La partida del enviado se produjo de forma precipitada y bajo estricta custodia, de acuerdo con los testimonios de las fuentes porteñas. A comienzos de noviembre de 1813, Nicolás de Herrera emprendió el viaje de retorno a Buenos Aires sin haber logrado absolutamente ninguno de sus objetivos, tras seis meses de gestiones completamente estériles.

Entre la salida de Nicolás de Herrera en 1813 y el reconocimiento argentino de la independencia paraguaya en 1852, se sucedieron numerosos intentos diplomáticos, militares y conspirativos para reincorporar al Paraguay independiente al espacio rioplatense. Lejos de ser hechos aislados, estos episodios demuestran una política constante de los distintos gobiernos porteños –unitarios, federales y directoriales– orientada a someter o reintegrar al Paraguay.

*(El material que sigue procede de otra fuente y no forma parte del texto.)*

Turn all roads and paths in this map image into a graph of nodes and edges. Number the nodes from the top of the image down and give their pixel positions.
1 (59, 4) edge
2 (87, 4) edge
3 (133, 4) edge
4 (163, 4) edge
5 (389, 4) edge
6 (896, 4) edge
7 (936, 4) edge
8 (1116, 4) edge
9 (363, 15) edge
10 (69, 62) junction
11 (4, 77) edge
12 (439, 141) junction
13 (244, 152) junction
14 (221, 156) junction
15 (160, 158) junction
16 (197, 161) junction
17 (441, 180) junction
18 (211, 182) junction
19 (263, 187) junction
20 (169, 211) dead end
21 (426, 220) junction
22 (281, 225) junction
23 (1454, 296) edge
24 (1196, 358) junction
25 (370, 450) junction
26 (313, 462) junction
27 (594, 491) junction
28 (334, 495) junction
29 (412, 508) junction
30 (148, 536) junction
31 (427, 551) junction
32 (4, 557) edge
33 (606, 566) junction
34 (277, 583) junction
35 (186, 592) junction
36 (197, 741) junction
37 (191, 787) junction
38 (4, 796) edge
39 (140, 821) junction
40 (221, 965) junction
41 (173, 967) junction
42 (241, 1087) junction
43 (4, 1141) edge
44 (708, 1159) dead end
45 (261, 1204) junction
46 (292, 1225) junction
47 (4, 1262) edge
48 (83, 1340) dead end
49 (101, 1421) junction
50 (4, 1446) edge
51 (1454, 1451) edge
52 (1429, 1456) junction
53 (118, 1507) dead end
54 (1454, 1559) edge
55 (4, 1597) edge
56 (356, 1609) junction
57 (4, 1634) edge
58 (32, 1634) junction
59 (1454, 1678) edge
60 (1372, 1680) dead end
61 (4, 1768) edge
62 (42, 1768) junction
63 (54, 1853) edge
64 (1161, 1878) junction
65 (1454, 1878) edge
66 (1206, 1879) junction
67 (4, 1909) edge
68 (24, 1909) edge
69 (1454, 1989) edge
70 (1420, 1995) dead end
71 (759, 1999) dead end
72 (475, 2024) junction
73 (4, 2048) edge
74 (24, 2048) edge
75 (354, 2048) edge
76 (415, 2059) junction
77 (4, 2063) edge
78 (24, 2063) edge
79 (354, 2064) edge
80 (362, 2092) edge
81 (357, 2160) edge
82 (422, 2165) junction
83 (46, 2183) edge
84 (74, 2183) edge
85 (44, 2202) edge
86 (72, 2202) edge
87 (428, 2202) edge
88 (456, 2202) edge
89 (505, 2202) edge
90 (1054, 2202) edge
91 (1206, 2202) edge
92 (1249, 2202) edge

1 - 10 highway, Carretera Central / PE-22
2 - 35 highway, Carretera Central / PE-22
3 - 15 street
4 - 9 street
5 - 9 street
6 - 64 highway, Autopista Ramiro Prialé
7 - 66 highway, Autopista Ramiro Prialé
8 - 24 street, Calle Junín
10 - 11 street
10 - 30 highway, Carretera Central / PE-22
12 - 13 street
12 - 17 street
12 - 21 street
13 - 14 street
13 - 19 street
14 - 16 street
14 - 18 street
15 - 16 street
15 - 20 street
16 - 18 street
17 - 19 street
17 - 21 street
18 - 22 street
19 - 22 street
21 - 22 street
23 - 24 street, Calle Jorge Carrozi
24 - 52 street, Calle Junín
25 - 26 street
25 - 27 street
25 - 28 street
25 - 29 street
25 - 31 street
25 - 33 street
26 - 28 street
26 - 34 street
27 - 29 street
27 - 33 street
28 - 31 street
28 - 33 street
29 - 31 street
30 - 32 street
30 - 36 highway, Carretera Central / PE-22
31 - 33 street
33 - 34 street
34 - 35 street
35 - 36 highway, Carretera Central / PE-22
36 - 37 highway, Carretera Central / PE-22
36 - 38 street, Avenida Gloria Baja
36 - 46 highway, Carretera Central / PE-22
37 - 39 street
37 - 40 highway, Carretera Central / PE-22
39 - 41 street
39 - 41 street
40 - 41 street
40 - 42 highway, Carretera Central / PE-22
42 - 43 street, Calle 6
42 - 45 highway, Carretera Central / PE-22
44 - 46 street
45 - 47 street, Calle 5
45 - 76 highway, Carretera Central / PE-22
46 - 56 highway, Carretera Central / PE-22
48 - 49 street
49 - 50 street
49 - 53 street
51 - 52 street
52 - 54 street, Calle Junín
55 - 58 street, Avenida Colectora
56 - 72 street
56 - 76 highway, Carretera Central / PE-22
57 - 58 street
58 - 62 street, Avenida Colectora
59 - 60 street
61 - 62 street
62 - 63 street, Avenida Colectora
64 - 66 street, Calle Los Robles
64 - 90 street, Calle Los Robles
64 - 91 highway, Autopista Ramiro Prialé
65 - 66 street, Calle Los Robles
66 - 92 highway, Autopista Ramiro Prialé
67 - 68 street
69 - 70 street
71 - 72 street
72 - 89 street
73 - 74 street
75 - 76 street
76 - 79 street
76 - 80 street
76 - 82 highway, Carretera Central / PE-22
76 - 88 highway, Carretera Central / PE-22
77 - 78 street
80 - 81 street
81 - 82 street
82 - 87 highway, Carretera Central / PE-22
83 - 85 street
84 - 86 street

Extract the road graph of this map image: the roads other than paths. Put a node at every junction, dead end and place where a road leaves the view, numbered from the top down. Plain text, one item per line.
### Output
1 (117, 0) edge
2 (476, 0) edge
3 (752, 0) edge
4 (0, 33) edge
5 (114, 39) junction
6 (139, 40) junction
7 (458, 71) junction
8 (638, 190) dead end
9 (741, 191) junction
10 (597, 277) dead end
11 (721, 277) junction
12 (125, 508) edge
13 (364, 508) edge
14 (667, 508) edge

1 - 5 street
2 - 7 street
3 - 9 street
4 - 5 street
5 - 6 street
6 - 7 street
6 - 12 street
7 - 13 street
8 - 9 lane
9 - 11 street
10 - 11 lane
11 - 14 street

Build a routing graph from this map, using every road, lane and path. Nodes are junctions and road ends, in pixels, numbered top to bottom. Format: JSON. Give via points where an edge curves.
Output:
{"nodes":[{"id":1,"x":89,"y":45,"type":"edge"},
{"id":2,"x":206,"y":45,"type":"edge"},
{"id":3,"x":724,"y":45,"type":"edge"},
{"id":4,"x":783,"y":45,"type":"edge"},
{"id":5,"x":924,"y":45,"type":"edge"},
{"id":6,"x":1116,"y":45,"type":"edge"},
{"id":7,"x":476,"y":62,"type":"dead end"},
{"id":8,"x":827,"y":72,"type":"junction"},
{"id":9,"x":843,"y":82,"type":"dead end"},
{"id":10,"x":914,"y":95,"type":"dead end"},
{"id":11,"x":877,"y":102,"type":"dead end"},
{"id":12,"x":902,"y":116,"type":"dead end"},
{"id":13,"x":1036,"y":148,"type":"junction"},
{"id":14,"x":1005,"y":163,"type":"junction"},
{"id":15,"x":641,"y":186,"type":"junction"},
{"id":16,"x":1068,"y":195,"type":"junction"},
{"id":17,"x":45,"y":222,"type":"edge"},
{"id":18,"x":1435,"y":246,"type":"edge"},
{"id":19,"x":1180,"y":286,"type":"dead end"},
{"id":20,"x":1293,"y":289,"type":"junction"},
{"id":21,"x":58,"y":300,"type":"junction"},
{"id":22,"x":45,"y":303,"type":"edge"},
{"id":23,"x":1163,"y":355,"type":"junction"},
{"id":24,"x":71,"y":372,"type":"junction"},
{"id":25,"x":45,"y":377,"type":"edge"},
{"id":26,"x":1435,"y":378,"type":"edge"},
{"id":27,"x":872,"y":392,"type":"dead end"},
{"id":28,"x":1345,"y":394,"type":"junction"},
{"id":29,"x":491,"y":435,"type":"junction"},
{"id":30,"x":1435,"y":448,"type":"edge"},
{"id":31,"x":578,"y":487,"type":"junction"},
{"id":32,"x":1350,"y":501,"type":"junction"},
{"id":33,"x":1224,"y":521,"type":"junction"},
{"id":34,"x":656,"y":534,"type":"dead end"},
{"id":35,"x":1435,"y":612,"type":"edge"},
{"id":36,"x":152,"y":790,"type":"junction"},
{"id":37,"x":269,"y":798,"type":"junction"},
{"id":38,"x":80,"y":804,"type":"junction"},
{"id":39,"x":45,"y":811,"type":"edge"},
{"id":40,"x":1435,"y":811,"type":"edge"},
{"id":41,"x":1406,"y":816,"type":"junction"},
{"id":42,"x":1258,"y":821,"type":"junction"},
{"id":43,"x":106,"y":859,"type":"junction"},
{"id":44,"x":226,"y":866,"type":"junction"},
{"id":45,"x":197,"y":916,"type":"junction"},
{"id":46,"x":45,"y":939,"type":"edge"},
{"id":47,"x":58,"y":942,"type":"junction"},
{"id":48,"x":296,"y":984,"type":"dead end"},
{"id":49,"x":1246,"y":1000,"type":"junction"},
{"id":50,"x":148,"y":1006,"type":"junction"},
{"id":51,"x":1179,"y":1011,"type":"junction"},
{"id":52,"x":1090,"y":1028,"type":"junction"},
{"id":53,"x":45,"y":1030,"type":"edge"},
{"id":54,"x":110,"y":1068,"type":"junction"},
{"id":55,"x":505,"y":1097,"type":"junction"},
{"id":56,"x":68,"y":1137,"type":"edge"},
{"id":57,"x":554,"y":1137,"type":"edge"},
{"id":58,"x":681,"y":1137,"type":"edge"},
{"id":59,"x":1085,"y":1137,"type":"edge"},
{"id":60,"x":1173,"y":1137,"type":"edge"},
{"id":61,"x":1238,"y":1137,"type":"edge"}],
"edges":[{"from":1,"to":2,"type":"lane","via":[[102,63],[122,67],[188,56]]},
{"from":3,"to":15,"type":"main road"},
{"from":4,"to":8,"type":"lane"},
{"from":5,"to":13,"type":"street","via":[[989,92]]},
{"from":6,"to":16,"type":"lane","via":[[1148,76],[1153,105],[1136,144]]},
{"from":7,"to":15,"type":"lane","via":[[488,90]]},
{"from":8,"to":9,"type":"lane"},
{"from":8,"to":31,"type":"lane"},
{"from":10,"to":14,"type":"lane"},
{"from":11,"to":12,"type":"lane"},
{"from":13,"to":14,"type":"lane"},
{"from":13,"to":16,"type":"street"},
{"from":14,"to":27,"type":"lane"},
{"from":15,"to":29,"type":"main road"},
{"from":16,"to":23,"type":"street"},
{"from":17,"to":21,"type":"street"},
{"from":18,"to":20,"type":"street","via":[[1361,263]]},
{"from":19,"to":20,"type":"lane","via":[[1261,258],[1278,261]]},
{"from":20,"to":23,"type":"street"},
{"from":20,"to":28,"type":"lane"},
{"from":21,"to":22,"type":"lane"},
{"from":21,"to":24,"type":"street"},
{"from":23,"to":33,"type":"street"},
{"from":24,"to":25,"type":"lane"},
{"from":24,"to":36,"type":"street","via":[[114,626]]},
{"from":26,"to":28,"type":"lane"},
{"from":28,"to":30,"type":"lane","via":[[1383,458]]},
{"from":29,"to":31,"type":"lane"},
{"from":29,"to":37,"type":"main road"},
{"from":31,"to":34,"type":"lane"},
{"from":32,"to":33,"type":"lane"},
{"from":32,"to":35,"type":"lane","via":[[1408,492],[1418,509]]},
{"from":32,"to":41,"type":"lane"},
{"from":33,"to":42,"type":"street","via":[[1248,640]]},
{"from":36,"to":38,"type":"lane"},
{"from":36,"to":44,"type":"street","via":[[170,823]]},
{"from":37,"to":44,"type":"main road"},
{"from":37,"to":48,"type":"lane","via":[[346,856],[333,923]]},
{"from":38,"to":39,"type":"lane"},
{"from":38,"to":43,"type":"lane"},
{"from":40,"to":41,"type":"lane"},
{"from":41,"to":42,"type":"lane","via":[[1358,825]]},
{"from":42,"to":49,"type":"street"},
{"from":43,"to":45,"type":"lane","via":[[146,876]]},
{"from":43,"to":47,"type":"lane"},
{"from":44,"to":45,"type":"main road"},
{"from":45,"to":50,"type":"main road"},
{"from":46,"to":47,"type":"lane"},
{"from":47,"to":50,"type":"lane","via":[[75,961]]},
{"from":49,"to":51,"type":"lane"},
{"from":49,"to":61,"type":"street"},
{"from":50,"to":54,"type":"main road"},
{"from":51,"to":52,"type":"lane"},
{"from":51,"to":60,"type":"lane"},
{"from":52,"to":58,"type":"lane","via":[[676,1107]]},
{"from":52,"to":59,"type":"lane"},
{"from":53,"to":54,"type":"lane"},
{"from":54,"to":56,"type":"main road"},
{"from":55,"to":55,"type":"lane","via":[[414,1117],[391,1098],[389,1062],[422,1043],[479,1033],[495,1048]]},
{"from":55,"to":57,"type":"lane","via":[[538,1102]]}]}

Desde 1815, el Directorio insistió en invitar al Paraguay a enviar representantes a los congresos nacionales, manteniendo la tesis de que seguía siendo parte de la nación rioplatense. El doctor Francia respondió sistemáticamente con el silencio o el rechazo, impidiendo incluso el ingreso de enviados como Miguel Calixto del Corro (1816) y Juan García de Cossio (1823).

En paralelo surgieron proyectos militares. En 1820, Francisco Ramírez planeó invadir el Paraguay para anexarlo a la “Unión del Sur”, intento que contribuyó a desatar la dura represión interna del régimen francista contra los conspiradores. Más tarde, Manuel Dorrego también proyectó incorporar al Paraguay “por la fuerza”, aunque su repentina caída política impidió la operación.

El episodio más singular ocurrió en 1825, cuando Simón Bolívar propuso a diplomáticos argentinos una expedición conjunta para derrocar a Francia y reincorporar el Paraguay a las Provincias Unidas. Buenos Aires rechazó la idea, pero no por respeto a la soberanía paraguaya, sino por pura conveniencia geopolítica y recelo hacia el Libertador.

La culminación institucional de esta línea política llegó el 18 de marzo de 1850, cuando la legislatura bonaerense autorizó oficialmente a Juan Manuel de Rosas a emplear todos los recursos necesarios para lograr la “reincorporación” del Paraguay a la Confederación Argentina. Era la primera vez que el objetivo anexionista quedaba plasmado como una política estatal explícita y formal.

Finalmente, en 1851, exiliados paraguayos como Fernando Iturburu y Carlos Loizaga pidieron apoyo económico y militar a Rosas para invadir Asunción y forzar la anexión a la Confederación. Este sector anexionista reaparecería trágicamente años después en la llamada “Legión Paraguaya” durante la Guerra de la Triple Alianza.